Diary of a Financier

Whispers from the Money Supply

In Capital Markets on Mon 3 Oct 2011 at 06:35

Once upon a time (November 2009), I wrote a feature piece over at Seeking Alpha about the decreasing marginal yield of Fed stimulus, Fed swap lines with Europe, and the consequent burgeoning Eurodollar bubble. After reflecting upon August’s US Money Supply data, I think these topics are relevant again.

First off, check out the month-over-month spikes in M1 & M2 Money Supply:

US M1 Money Supply (m/m %change)- big spike in August.

US M2 Money Supply (m/m %change)- spike on par with that of Lehman's collapse.

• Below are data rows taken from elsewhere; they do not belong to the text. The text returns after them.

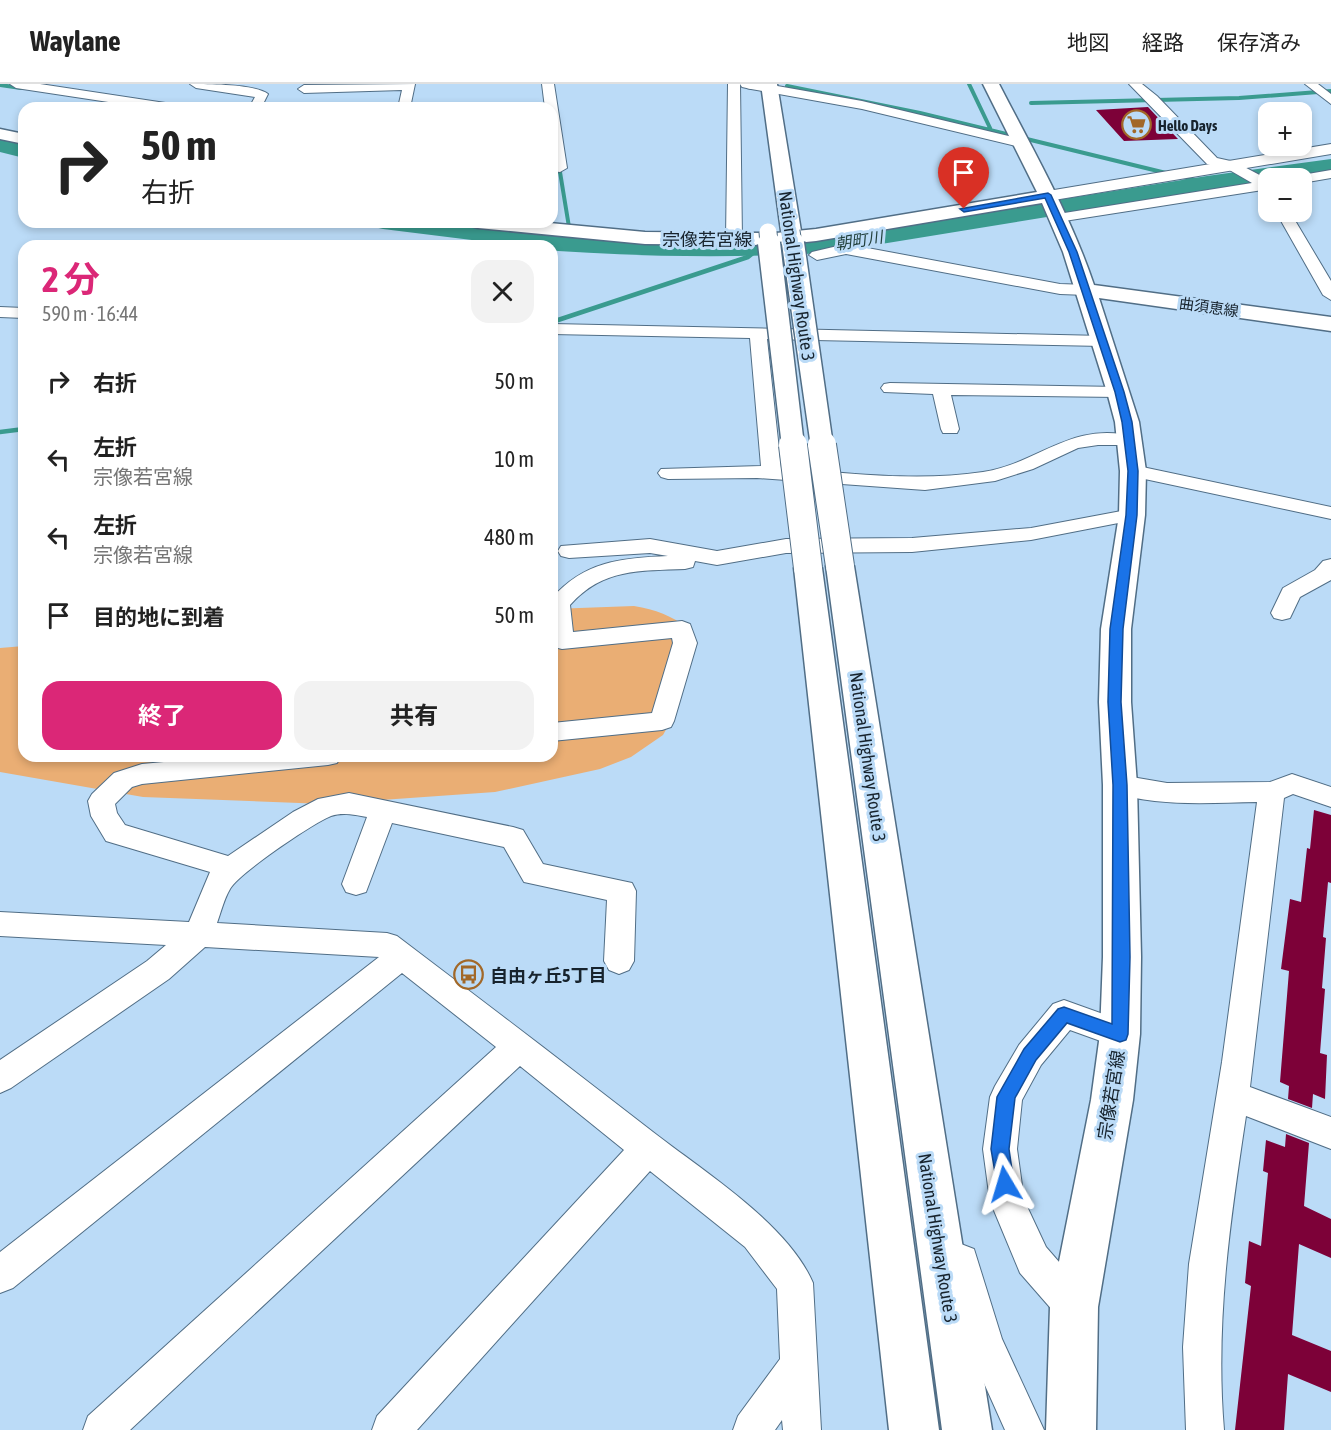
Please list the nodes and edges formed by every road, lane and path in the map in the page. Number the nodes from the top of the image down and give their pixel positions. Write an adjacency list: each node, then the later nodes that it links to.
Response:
1 (16, 84): 15 (street)
2 (82, 84): 15 (street)
3 (196, 84): 14 (street)
4 (548, 84): 20 (street)
5 (734, 84): 38 (street)
6 (749, 84): 12 (street); 21 (main road)
7 (991, 84): 24 (main road)
8 (1135, 84): 28 (street)
9 (1311, 84): 16 (street)
10 (409, 85): 11 (street); 19 (street)
11 (344, 86): 13 (street)
12 (769, 86): 24 (street); 36 (main road, National Highway Route 3)
13 (305, 87): 18 (street)
14 (264, 89)
15 (67, 92): 17 (street)
16 (1331, 100)
17 (133, 102)
18 (298, 102)
19 (405, 102)
20 (551, 102)
21 (753, 107)
22 (0, 134): 23 (main road)
23 (18, 138)
24 (1020, 143): 33 (main road)
25 (1331, 149): 28 (street)
26 (558, 154): 27 (street)
27 (558, 168)
28 (1236, 168): 31 (street); 33 (street)
29 (1331, 174): 30 (street)
30 (1312, 177)
31 (1258, 180)
32 (1258, 186): 34 (street)
33 (1048, 195): 34 (main road, 宗像若宮線); 38 (main road, 宗像若宮線)
34 (1058, 218): 41 (main road, 宗像若宮線)
35 (1290, 222): 40 (street)
36 (775, 224): 61 (main road, National Highway Route 3, bridge); 61 (main road, National Highway Route 3, bridge)
37 (541, 228): 38 (main road, 宗像若宮線)
38 (734, 239)
39 (817, 255): 41 (street)
40 (1323, 267): 42 (street)
41 (1087, 290): 45 (main road, 曲須恵線); 48 (main road, 宗像若宮線)
42 (1331, 295)
43 (0, 312): 44 (street)
44 (18, 313)
45 (1331, 324)
46 (558, 328): 47 (street)
47 (759, 333): 48 (street); 55 (street)
48 (1103, 341): 51 (main road, 宗像若宮線)
49 (890, 388): 50 (street)
50 (941, 389): 51 (street); 52 (street)
51 (1119, 392): 53 (main road, 宗像若宮線)
52 (950, 429)
53 (1131, 456): 55 (street); 56 (street); 57 (main road, 宗像若宮線)
54 (668, 473): 55 (street)
55 (772, 473)
56 (1331, 513)
57 (1132, 515): 59 (street); 67 (main road, 宗像若宮線)
58 (569, 551): 59 (street)
59 (717, 558): 63 (street)
60 (1331, 566): 62 (street)
61 (824, 567): 82 (main road, National Highway Route 3); 91 (main road, National Highway Route 3)
62 (1282, 612)
63 (558, 622)
64 (558, 641): 65 (street)
65 (558, 731)
66 (266, 762): 71 (street)
67 (1120, 785): 68 (street); 77 (main road, 宗像若宮線)
68 (1272, 792): 69 (street); 80 (street)
69 (1331, 796)
70 (382, 811): 71 (street); 72 (street); 76 (street)
71 (232, 868): 74 (street)
72 (356, 884)
73 (0, 924): 74 (street)
74 (198, 936): 75 (street); 79 (street)
75 (402, 956): 78 (street); 84 (street)
76 (620, 961)
77 (1120, 1034): 85 (main road, 宗像若宮線); 85 (street)
78 (519, 1046): 83 (street); 87 (street)
79 (0, 1078)
80 (1232, 1096): 81 (street); 95 (street)
81 (1331, 1133)
82 (924, 1138): 92 (main road, National Highway Route 3); 93 (street)
83 (647, 1149): 86 (street); 88 (street)
84 (0, 1275)
85 (1074, 1307): 94 (main road, 宗像若宮線)
86 (799, 1364): 89 (street); 90 (street)
87 (102, 1430)
88 (391, 1430)
89 (752, 1430)
90 (802, 1430)
91 (914, 1430)
92 (967, 1430)
93 (1025, 1430)
94 (1071, 1430)
95 (1205, 1430)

I’ve mentioned (and predicted) the Fed’s renewed swap lines with the ECB. The Eurocrisis has caused a shortage of dollar funding for European institutions–as suggested by EURUSD FX Future Swaps. In conjunction with a general global flight to safety, it’s responsible for the US money supply spike. Aiding & abetting it all are the Fed’s swap lines, which liquidity seems to have gone straight to domestic USD assets. With explicit QE3 too politically contentious right now, you can start to understand how these foreign swap lines achieve easing via an end-around.

Since the cash has to flow into something, US Treasuries are a readily identifiable security that has spiked in respose. Naturally, the spike has matched that of the US Money Supply, returning Treasury prices to the lofty heights acheived back during Lehman’s collapse. An overlay of the Long Dated Treasury ETF (TLT) and Pan-European Stock Index (FTSEE) is illustrative of the money leaving Europe for the States. Using Lehman as a proxy for panic, it looks like European equities have far to go to match the move already covered by US Treasuries:

FTSEE v TLT monthly- US Treasury spikes match that of the US Money Supply.

Treasuries are still the safety trade, despite all the recent hubbub to the contrary. I’ll present that as fact, given the overruling verdict continually delivered by Mr. Market. With all the carnage in European sovereign, corporate and CDS credit markets, do European stocks not deserve to be lying face-down around their late-2008 lows? What’s more, are the Ron Pauls, the Rick Perrys, the American Congress missing this stealthy offshore QE?